This is normal if you have your FK constraint defined with the ON DELETE CASCADE
option. When you delete from tab1, that will cause deletes from tab2 also because of the constraint definition. If you disable the constraint, rows from tab2 will not be deleted, the trigger on tab2 will not even run.
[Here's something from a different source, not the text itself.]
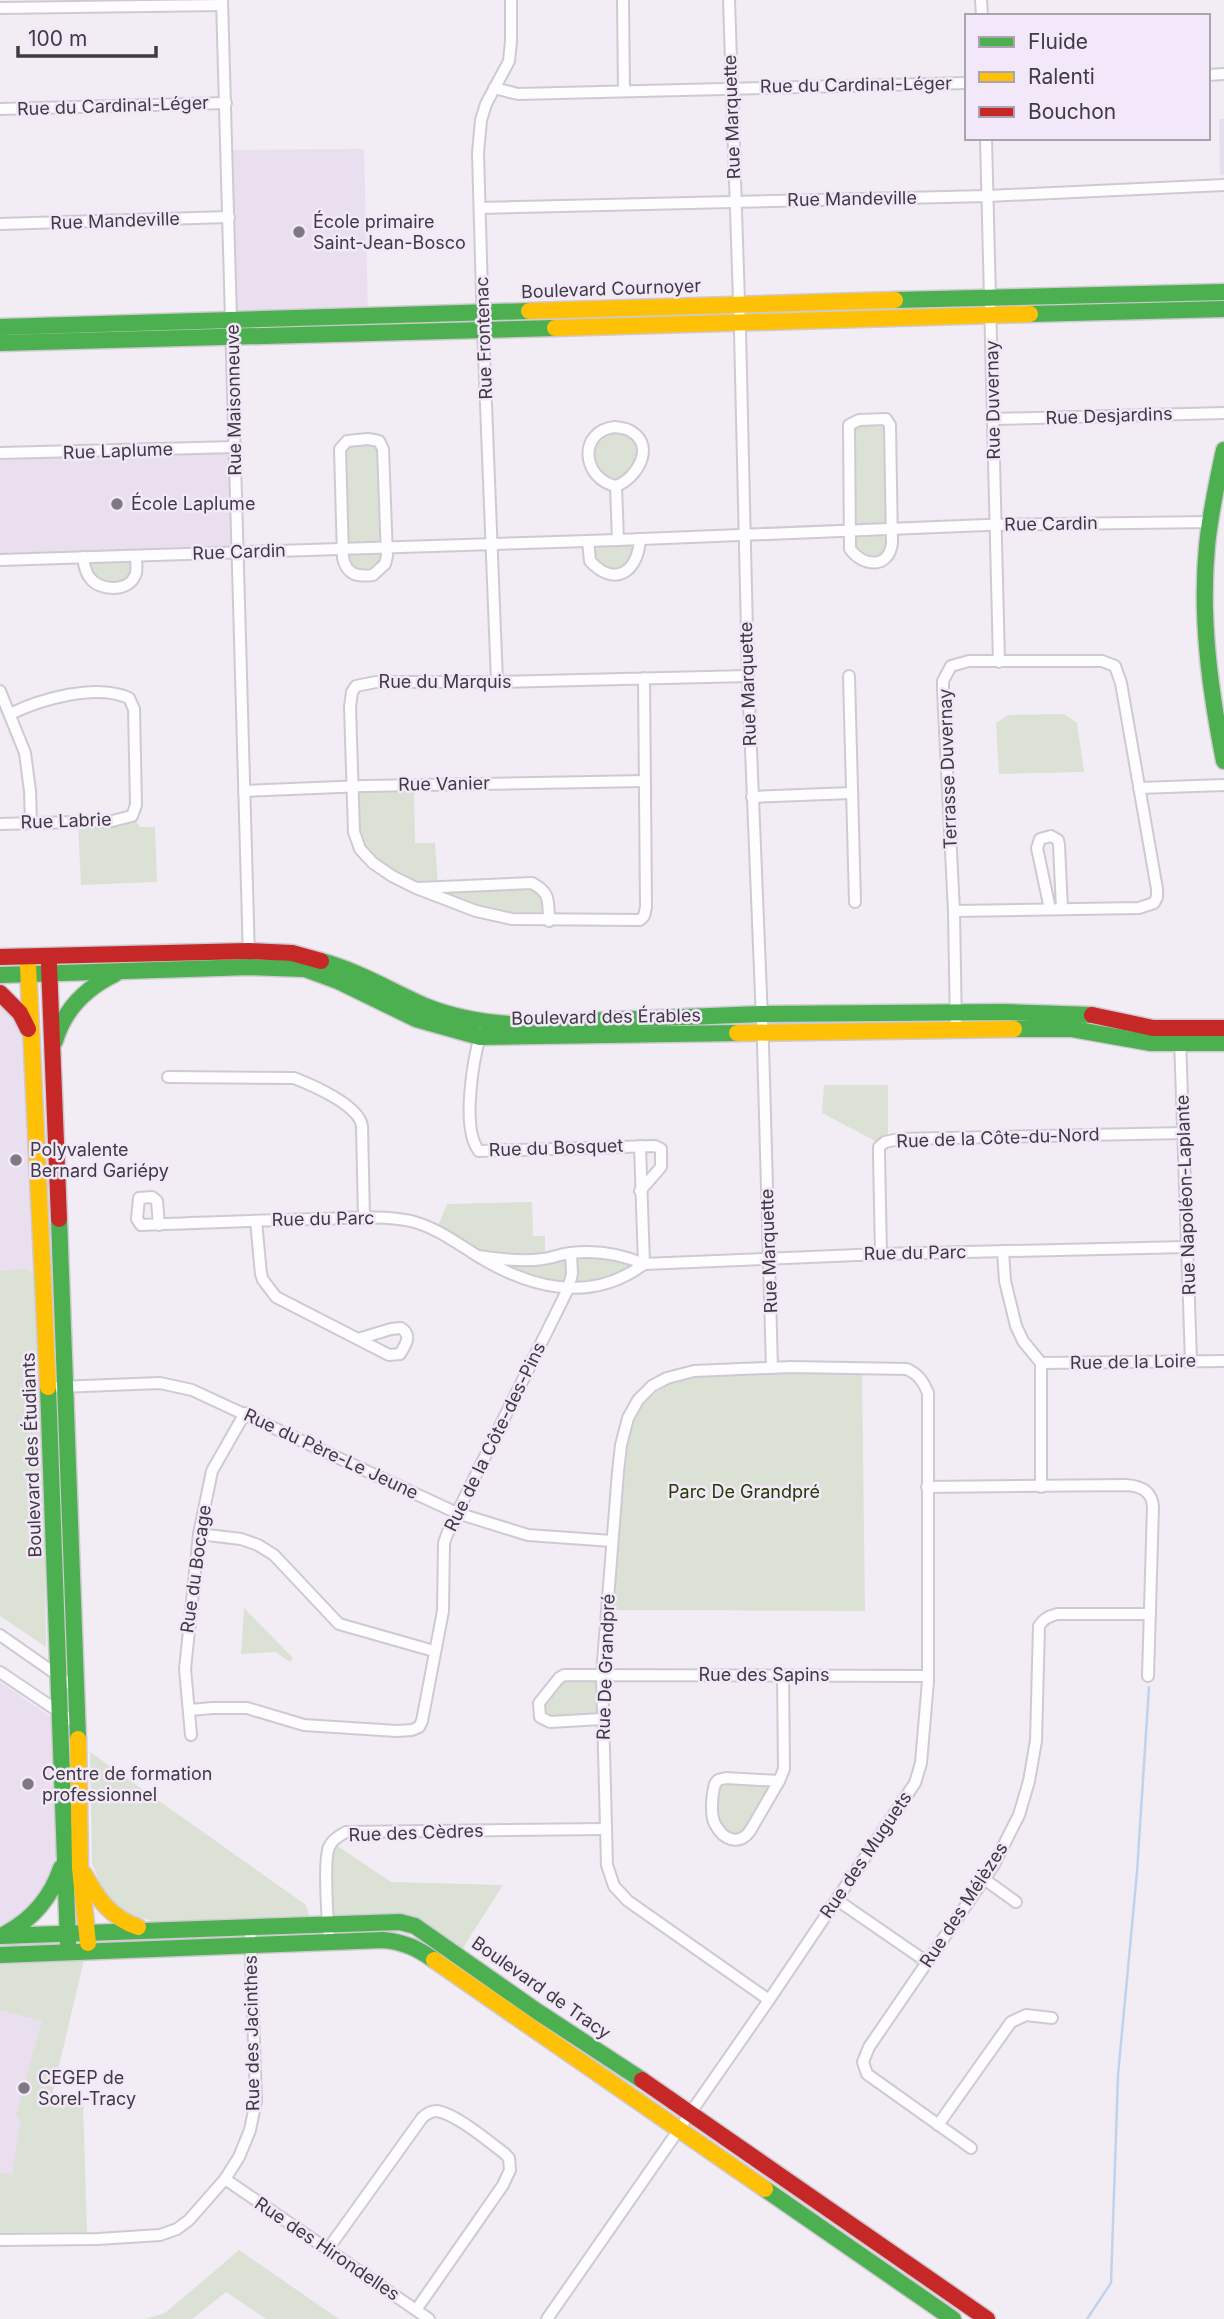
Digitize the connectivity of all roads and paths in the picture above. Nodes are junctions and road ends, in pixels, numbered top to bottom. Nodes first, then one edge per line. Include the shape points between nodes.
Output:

Below is an example:
create table t1 (t1_id number, value varchar2(10), constraint pk_t1 primary key (t1_id));
create table t2 (t2_id number, t1_id number, constraint fk_t1 foreign key (t1_id) references t1(t1_id) on delete cascade);
insert into t1 select rownum, 'HELLO' from dual connect by level<= 5;
insert into t2 select rownum, rownum from dual connect by level <= 5;
commit;
create or replace trigger t2_trg
after delete or insert or update
on t2
for each row
declare
n number;
begin
select count(*) into n from t1;
end;
/
If you try to delete now, you will get the infamous table is mutating error:
SQL> delete from t1 where t1_id = 1;
delete from t1 where t1_id = 1
*
ERROR at line 1:
ORA-04091: table BP.T1 is mutating, trigger/function may not see it
ORA-06512: at "BP.T2_TRG", line 4
ORA-04088: error during execution of trigger 'BP.T2_TRG'
Now with the constraint disabled:
SQL> alter table t2 disable constraint fk_t1;
Table altered.
SQL> delete from t1 where t1_id = 1;
1 row deleted.
Obviously, this works.
You should rethink/rewrite your trigger or constraint considering the above.